Problem description: Each line of the material below with the word "points" is to be reported.

Source data:
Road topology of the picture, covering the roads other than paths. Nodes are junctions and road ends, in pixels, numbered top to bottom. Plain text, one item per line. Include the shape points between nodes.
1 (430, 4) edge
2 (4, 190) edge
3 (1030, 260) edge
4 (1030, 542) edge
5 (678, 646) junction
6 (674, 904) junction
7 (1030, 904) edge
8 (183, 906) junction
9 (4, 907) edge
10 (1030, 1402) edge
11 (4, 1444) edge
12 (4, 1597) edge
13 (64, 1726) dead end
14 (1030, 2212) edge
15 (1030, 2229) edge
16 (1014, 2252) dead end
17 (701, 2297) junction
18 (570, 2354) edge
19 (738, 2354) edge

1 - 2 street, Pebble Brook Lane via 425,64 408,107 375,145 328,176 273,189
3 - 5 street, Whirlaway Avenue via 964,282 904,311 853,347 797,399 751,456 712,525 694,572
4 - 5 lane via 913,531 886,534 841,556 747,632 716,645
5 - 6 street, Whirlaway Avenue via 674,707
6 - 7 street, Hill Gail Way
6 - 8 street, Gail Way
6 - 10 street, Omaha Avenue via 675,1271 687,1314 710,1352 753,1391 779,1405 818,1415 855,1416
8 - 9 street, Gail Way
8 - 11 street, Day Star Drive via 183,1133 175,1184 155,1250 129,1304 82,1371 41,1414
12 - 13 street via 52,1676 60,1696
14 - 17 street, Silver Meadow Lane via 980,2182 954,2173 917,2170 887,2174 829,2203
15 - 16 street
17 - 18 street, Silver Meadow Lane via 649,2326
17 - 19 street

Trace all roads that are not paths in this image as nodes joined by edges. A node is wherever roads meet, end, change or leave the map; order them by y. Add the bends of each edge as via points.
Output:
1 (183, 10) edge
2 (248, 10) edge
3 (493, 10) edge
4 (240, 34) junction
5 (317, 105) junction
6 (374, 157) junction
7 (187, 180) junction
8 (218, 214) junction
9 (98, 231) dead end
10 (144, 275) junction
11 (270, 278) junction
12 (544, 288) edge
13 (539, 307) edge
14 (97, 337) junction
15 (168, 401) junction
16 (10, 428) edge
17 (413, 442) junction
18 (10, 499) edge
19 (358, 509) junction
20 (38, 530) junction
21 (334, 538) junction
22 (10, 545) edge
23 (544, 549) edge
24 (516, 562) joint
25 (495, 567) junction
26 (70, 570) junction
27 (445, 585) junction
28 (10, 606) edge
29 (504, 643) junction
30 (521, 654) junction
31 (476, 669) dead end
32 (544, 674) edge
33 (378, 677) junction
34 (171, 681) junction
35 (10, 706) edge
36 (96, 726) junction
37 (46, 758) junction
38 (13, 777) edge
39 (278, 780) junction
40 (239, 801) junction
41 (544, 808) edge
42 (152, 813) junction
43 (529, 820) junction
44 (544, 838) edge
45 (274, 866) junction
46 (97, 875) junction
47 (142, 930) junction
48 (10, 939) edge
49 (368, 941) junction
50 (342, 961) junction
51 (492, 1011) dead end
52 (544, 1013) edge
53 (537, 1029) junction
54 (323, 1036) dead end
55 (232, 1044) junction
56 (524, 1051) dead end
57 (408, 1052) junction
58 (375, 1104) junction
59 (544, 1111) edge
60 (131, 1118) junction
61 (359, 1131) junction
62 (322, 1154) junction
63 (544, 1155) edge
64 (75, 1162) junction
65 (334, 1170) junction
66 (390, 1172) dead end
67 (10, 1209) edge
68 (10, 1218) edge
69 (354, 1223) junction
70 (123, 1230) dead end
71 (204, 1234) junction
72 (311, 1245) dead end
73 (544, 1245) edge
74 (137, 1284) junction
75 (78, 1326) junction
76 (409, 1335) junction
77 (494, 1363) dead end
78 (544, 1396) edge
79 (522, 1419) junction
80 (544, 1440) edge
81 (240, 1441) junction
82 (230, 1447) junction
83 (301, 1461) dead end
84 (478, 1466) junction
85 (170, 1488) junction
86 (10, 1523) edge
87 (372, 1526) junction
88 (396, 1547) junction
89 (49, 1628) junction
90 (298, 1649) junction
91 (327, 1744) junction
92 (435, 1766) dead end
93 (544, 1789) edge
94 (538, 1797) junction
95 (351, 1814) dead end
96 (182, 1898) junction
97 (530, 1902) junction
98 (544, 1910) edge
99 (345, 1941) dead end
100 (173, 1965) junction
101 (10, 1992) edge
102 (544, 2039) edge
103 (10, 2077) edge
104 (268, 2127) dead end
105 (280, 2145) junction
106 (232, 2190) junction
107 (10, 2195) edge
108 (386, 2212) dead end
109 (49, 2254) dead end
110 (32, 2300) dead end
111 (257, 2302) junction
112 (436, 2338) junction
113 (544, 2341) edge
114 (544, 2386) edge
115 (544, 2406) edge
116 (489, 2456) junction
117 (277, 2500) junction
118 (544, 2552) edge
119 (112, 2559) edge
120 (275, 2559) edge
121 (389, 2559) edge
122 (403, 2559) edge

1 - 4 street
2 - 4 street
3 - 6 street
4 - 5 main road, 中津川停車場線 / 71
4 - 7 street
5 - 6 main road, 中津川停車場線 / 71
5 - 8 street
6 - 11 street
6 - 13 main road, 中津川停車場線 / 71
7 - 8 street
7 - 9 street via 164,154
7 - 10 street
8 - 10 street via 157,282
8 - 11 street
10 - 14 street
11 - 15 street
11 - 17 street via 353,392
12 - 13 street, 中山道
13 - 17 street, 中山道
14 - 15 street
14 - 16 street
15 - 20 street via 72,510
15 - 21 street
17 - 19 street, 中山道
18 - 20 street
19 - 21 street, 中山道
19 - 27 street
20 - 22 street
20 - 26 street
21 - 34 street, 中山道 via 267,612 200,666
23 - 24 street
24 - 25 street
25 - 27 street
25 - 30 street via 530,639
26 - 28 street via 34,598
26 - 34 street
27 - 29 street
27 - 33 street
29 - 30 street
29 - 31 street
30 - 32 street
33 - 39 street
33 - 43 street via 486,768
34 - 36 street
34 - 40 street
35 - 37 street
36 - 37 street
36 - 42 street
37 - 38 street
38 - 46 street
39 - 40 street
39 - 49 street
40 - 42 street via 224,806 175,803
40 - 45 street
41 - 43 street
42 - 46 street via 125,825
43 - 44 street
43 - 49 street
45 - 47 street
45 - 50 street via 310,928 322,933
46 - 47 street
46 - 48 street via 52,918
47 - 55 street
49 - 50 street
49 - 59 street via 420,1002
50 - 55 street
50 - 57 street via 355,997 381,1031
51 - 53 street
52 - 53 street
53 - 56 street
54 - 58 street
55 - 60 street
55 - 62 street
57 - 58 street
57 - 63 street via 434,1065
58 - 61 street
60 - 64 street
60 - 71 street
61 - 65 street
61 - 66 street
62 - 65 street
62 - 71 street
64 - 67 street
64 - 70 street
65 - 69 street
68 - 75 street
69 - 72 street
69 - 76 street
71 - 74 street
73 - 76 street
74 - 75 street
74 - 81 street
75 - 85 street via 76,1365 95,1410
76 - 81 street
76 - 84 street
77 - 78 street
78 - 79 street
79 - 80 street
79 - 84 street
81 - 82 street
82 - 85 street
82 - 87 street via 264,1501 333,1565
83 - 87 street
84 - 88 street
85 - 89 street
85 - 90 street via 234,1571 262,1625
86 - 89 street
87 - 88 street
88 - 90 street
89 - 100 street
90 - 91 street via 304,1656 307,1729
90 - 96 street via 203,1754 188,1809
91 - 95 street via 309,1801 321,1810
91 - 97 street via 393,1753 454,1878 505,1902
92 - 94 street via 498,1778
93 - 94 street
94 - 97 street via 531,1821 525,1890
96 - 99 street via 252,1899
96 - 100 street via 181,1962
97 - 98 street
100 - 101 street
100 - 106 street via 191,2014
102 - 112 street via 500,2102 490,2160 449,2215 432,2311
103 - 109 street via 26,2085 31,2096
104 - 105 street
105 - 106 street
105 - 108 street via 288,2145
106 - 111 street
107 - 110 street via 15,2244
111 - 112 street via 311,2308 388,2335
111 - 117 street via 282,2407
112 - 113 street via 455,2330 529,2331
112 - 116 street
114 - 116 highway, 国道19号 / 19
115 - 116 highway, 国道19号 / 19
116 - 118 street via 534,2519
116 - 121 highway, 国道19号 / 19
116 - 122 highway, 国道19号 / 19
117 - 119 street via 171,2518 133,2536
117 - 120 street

Response to the task:
Road topology of the picture, covering the roads other than paths. Nodes are junctions and road ends, in pixels, numbered top to bottom. Plain text, one item per line. Include the shape points between nodes.
Trace all roads that are not paths in this image as nodes joined by edges. A node is wherever roads meet, end, change or leave the map; order them by y. Add the bends of each edge as via points.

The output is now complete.